*Description of the task*: Go line by line through the entries and show those that hold the string "GRANT".

*Records provided*:
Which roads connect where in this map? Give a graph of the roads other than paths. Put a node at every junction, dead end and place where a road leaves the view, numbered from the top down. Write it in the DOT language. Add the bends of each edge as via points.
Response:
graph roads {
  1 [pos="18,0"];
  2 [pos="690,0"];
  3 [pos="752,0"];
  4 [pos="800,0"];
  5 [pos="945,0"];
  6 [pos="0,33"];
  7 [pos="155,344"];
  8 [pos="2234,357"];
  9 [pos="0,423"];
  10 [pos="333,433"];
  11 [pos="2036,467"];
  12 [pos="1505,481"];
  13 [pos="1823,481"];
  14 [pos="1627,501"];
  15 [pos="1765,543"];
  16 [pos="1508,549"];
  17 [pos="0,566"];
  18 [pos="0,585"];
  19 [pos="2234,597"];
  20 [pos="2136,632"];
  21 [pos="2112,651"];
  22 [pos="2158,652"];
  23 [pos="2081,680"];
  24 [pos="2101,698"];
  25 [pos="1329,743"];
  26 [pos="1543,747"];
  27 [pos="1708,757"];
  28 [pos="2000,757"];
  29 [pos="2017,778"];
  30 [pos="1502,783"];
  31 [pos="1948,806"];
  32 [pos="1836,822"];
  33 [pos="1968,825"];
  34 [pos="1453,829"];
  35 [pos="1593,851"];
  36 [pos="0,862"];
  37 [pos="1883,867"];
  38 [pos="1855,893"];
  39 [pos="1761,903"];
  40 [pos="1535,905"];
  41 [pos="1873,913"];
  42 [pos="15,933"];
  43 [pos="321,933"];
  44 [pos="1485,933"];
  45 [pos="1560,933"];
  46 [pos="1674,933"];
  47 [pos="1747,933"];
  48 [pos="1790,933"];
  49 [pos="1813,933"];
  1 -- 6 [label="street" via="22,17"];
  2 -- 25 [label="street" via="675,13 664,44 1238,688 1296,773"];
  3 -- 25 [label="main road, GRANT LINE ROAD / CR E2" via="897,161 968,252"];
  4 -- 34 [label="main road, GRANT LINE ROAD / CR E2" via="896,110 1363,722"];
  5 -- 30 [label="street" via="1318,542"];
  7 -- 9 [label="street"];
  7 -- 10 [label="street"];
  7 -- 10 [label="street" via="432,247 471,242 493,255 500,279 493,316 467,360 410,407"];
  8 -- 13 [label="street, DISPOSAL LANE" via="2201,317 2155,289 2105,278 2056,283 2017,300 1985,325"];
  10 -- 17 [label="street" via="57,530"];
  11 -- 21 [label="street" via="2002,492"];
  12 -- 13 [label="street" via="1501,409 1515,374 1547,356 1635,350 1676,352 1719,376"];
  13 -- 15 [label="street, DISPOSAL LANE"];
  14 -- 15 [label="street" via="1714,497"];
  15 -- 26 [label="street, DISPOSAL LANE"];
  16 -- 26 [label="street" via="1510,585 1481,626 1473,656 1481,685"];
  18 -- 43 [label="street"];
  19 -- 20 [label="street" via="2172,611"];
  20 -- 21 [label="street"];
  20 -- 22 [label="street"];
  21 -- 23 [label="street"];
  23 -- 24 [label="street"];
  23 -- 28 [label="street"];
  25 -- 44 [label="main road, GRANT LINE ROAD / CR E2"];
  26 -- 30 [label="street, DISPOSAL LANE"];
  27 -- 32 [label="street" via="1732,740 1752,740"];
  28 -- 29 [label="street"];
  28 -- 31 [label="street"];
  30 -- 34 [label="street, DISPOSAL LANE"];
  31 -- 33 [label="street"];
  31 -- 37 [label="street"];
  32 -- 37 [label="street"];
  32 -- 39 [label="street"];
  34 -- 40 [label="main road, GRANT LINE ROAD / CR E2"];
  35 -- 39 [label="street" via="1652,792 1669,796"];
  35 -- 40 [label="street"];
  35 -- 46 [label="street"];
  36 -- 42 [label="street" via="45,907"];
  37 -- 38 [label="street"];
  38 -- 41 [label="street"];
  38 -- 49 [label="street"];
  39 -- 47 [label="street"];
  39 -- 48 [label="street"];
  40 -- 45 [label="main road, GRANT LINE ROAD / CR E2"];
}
...
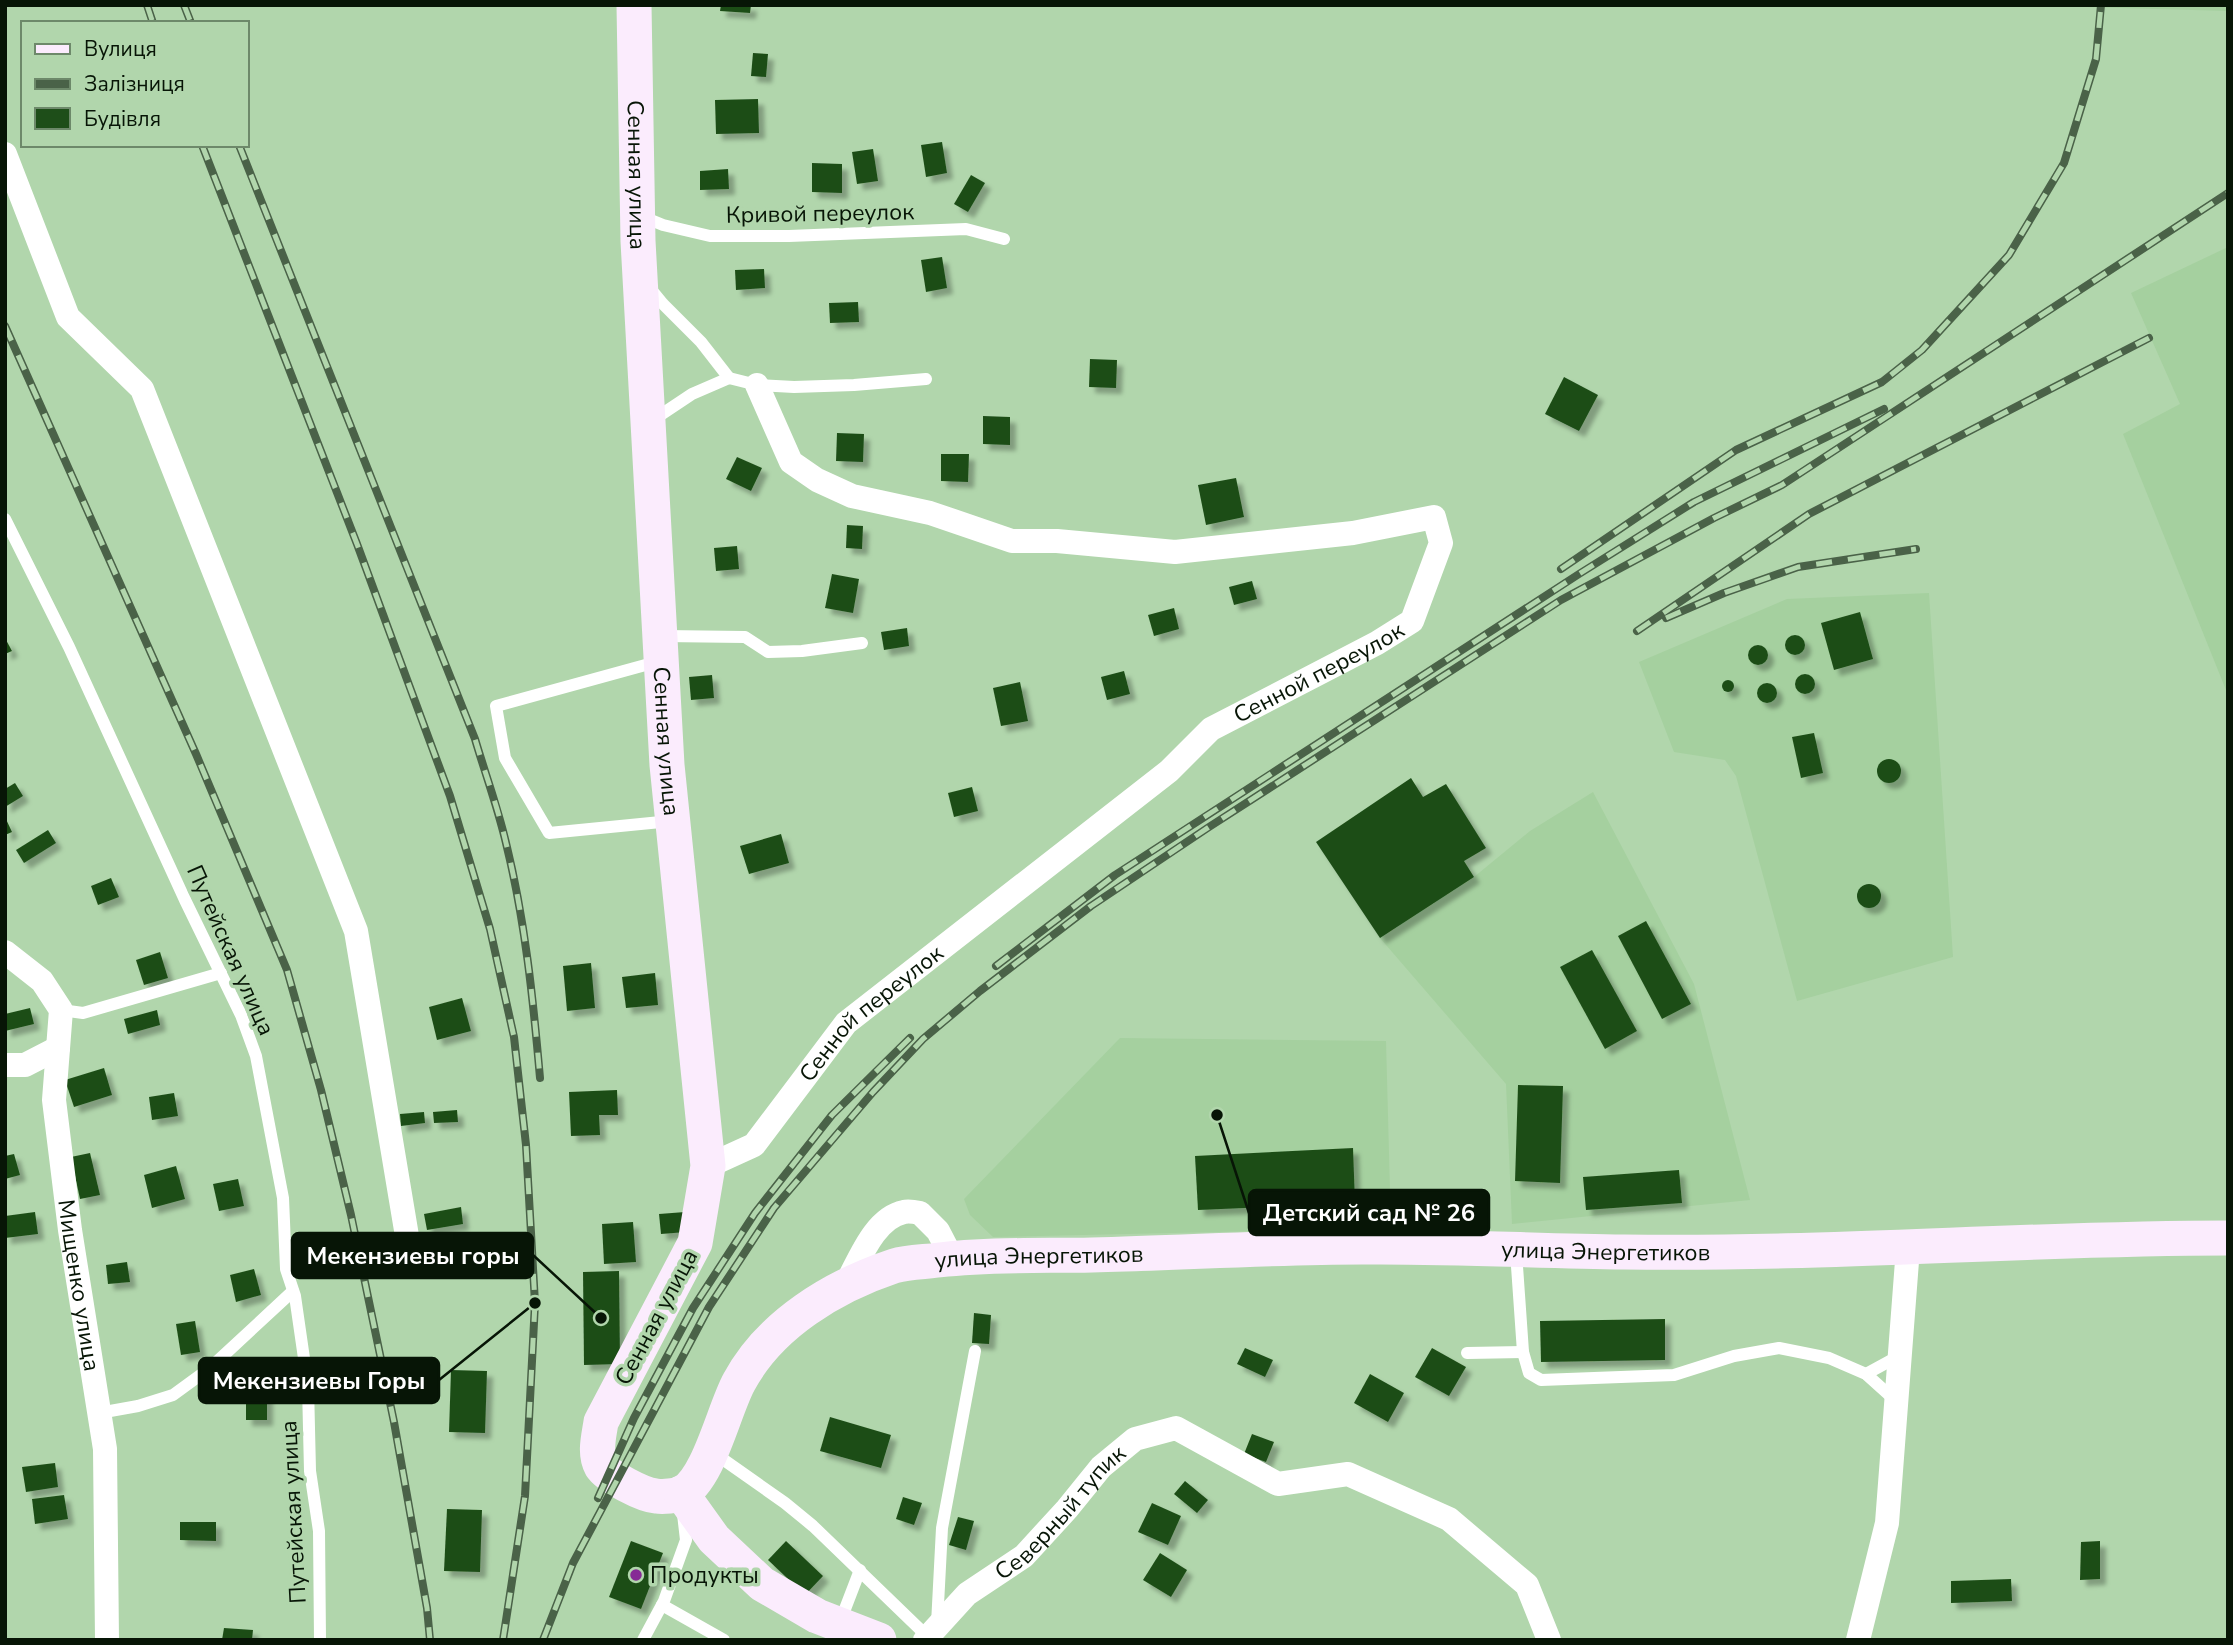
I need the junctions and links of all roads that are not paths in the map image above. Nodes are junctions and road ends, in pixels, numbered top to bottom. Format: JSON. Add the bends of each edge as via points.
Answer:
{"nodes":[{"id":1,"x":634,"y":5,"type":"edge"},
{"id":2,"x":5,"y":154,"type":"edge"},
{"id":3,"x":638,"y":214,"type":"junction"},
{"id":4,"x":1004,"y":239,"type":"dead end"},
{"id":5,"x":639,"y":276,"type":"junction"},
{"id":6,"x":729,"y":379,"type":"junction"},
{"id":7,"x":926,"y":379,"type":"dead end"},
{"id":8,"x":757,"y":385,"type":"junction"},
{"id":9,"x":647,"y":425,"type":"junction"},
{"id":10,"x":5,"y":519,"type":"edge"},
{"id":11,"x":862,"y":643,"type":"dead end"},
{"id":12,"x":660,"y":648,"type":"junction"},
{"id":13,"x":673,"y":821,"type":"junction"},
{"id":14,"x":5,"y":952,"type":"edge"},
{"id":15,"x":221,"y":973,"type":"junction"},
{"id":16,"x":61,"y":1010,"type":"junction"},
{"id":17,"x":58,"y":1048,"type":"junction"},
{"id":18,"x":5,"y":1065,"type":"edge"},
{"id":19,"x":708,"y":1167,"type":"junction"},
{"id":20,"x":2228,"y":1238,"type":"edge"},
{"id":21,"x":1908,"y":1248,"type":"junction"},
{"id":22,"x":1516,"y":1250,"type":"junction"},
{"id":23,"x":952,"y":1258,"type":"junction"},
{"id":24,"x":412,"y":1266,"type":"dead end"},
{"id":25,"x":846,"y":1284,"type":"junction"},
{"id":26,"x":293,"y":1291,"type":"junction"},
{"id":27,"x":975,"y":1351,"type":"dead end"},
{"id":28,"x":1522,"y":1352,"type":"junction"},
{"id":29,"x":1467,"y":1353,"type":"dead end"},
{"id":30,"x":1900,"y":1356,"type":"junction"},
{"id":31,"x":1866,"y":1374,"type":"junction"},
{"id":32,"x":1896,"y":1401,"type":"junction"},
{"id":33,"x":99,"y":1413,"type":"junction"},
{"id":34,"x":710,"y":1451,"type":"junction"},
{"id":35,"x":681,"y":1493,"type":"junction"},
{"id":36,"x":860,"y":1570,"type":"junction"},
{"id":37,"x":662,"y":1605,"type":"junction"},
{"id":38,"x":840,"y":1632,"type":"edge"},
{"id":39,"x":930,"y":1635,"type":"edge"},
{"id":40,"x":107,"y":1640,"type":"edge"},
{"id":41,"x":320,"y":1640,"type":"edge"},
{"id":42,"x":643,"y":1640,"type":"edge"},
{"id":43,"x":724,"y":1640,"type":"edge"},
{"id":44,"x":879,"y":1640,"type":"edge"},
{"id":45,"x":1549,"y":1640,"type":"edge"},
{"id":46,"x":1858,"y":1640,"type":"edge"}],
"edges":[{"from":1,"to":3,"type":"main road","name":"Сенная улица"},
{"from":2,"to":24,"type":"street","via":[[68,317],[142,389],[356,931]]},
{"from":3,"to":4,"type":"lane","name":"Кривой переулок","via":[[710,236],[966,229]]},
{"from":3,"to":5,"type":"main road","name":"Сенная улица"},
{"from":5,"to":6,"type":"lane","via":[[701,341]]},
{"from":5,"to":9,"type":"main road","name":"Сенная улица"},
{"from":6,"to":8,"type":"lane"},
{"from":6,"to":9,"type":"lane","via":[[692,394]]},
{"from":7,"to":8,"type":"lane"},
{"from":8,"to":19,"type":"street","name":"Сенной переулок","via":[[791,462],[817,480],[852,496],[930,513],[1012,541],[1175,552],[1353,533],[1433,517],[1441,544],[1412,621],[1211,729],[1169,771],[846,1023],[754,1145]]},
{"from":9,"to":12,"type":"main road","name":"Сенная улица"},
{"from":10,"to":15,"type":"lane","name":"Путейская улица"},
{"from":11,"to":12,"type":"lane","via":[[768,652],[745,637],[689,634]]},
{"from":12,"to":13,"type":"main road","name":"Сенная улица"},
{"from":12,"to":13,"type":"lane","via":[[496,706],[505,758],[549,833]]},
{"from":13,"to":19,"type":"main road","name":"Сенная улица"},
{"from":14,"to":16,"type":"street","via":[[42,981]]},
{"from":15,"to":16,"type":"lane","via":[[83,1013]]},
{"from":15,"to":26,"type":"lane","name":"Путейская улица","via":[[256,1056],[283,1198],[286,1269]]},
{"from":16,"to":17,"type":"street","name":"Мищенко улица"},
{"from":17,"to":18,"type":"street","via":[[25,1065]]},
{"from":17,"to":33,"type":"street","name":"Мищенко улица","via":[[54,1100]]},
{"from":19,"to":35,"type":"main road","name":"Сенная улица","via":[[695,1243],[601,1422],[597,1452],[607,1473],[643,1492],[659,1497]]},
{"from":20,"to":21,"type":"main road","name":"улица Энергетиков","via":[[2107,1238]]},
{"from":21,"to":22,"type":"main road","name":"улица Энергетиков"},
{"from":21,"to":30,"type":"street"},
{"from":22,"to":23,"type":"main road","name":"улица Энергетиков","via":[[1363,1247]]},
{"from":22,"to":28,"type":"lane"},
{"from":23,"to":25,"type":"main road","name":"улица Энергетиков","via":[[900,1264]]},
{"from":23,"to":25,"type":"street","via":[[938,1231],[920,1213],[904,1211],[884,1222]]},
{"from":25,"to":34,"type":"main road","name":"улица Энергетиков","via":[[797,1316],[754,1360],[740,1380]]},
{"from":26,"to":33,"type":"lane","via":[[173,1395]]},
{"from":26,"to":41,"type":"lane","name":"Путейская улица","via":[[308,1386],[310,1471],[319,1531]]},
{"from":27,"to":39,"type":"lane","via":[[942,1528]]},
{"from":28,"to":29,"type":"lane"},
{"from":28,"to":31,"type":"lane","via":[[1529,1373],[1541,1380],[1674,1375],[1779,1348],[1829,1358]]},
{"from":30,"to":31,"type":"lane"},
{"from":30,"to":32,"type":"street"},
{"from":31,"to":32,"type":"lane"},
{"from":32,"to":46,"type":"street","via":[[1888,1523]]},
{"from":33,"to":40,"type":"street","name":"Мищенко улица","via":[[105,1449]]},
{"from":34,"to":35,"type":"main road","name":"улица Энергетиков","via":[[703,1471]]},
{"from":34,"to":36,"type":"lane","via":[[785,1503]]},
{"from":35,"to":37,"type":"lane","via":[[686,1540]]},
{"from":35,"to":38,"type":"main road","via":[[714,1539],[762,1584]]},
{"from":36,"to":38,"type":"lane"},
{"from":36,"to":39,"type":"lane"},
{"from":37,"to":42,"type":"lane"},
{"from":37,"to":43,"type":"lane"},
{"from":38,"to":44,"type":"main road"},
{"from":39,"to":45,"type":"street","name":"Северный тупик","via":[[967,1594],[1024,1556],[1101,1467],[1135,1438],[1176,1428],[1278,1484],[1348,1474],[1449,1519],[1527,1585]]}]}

*Result of this task*:
  3 -- 25 [label="main road, GRANT LINE ROAD / CR E2" via="897,161 968,252"];
  4 -- 34 [label="main road, GRANT LINE ROAD / CR E2" via="896,110 1363,722"];
  25 -- 44 [label="main road, GRANT LINE ROAD / CR E2"];
  34 -- 40 [label="main road, GRANT LINE ROAD / CR E2"];
  40 -- 45 [label="main road, GRANT LINE ROAD / CR E2"];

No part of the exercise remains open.